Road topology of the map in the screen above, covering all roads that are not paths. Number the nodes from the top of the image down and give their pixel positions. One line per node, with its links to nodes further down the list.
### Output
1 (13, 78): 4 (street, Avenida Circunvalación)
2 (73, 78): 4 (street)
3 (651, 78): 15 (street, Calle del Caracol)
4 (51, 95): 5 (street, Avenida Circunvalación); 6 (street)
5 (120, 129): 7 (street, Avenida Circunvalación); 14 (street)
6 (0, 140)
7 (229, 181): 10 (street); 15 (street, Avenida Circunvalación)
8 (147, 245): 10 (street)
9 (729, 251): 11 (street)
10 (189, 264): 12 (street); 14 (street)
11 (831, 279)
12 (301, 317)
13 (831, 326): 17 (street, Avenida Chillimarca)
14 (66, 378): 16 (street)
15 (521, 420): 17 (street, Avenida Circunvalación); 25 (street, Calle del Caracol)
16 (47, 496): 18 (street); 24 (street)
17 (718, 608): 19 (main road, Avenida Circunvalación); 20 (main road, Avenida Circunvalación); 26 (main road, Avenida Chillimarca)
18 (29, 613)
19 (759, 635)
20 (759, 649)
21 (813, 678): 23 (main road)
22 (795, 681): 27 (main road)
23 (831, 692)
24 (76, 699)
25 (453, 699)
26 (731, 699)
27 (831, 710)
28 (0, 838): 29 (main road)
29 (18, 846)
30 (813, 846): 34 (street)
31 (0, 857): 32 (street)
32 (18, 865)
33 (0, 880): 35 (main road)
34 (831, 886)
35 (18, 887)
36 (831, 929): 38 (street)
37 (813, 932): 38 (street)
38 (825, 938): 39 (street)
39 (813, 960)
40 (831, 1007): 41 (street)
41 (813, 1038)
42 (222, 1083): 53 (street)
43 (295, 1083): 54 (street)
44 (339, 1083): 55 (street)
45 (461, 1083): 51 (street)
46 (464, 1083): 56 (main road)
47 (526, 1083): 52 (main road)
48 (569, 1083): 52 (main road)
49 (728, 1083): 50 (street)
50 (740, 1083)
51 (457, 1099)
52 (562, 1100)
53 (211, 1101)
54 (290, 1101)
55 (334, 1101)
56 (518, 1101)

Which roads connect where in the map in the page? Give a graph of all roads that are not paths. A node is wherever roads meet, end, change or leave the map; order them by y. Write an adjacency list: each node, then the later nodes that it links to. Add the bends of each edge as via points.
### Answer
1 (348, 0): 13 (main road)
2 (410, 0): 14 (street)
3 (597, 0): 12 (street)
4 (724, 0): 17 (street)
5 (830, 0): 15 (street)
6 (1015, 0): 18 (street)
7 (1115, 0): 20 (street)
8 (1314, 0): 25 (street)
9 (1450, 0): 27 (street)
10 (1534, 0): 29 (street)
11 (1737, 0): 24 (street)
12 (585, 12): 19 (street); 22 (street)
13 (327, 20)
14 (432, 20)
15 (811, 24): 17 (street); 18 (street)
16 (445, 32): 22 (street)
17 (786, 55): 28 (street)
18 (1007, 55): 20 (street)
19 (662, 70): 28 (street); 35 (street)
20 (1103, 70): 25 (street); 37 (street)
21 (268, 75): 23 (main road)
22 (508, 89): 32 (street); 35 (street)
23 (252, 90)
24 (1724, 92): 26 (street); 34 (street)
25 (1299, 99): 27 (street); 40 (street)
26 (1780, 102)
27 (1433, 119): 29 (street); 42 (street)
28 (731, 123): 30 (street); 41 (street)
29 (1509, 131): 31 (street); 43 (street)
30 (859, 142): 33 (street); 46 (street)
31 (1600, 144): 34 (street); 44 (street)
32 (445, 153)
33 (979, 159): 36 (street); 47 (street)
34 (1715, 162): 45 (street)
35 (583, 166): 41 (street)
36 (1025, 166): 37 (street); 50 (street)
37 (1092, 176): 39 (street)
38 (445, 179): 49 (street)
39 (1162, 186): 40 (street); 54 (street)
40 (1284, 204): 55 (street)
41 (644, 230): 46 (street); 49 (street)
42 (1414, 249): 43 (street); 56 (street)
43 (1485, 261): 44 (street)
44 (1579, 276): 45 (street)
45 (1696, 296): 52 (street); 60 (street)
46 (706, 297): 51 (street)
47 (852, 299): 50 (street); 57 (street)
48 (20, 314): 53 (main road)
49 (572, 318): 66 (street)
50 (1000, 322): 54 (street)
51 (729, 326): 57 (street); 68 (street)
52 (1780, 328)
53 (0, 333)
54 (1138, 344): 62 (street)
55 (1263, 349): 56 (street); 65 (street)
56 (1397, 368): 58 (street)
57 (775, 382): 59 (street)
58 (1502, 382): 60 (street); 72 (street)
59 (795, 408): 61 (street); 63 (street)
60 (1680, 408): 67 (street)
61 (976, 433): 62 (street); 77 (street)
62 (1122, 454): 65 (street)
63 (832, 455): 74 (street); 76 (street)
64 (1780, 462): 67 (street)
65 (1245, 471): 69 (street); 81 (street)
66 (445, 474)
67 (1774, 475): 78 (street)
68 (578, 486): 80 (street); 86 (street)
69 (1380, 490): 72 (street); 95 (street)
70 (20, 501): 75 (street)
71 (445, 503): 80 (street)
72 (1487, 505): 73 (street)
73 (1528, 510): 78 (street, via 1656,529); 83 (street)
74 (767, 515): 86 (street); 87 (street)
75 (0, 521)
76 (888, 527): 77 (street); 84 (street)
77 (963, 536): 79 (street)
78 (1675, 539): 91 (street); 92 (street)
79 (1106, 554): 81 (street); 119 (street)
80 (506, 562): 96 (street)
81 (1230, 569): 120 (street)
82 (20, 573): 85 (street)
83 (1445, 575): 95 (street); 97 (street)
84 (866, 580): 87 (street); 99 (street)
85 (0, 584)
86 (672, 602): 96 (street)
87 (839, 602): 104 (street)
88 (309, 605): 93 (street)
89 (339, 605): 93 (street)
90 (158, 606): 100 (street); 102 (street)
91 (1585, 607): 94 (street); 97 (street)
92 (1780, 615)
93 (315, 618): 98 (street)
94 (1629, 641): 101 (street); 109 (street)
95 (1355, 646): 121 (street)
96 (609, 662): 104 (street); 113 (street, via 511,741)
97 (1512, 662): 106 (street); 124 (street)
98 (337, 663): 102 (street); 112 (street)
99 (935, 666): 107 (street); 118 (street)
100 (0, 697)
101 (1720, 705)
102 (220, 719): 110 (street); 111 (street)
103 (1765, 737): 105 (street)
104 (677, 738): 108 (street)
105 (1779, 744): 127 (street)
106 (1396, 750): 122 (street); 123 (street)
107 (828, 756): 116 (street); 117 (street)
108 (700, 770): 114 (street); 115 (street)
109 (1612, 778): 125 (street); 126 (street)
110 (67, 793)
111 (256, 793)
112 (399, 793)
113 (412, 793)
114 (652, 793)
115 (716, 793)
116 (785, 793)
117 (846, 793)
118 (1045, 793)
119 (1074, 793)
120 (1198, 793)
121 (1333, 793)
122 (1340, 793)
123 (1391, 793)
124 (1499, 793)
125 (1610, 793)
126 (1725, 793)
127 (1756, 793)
..............................
Where the material contains a line with "paths", return that line.

Expected answer:
Road topology of the map in the screen above, covering all roads that are not paths. Number the nodes from the top of the image down and give their pixel positions. One line per node, with its links to nodes further down the list.
Which roads connect where in the map in the page? Give a graph of all roads that are not paths. A node is wherever roads meet, end, change or leave the map; order them by y. Write an adjacency list: each node, then the later nodes that it links to. Add the bends of each edge as via points.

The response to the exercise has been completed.